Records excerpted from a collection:
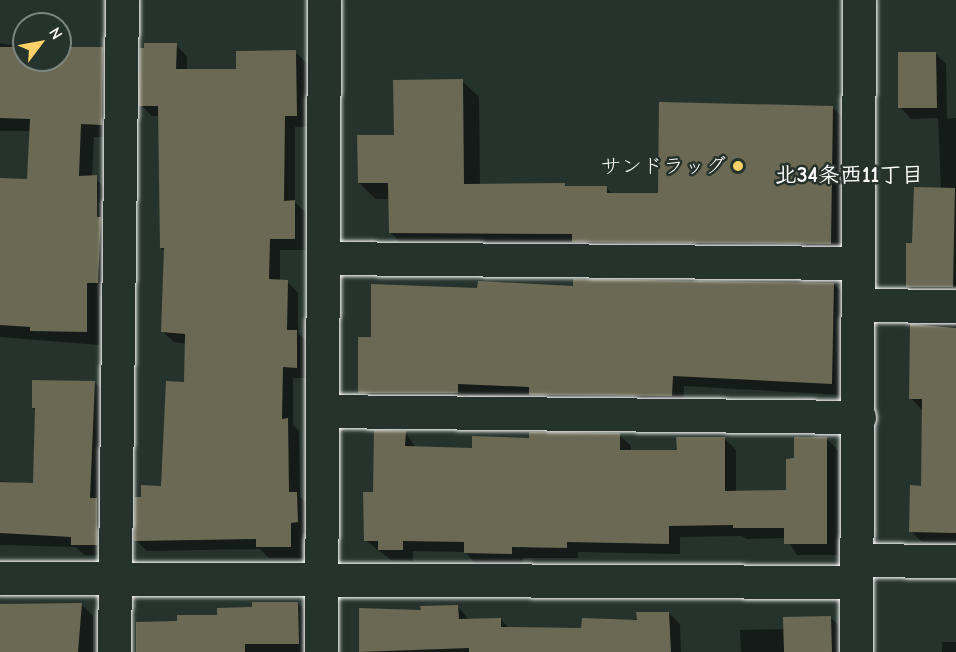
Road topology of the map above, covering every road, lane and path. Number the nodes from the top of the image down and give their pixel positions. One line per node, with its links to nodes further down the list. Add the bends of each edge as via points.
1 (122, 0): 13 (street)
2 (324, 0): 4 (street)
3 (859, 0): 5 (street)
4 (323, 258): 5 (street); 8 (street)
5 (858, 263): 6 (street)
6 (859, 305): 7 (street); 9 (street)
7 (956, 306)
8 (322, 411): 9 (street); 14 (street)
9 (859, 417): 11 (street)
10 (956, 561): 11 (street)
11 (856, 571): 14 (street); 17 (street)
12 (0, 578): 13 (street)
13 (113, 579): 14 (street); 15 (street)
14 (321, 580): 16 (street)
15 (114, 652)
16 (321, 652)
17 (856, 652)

**EXERCISE DESCRIPTION**. With the images excluded, all entries are to be given again exactly.

**TASK OUTPUT**.
Road topology of the map above, covering every road, lane and path. Number the nodes from the top of the image down and give their pixel positions. One line per node, with its links to nodes further down the list. Add the bends of each edge as via points.
1 (122, 0): 13 (street)
2 (324, 0): 4 (street)
3 (859, 0): 5 (street)
4 (323, 258): 5 (street); 8 (street)
5 (858, 263): 6 (street)
6 (859, 305): 7 (street); 9 (street)
7 (956, 306)
8 (322, 411): 9 (street); 14 (street)
9 (859, 417): 11 (street)
10 (956, 561): 11 (street)
11 (856, 571): 14 (street); 17 (street)
12 (0, 578): 13 (street)
13 (113, 579): 14 (street); 15 (street)
14 (321, 580): 16 (street)
15 (114, 652)
16 (321, 652)
17 (856, 652)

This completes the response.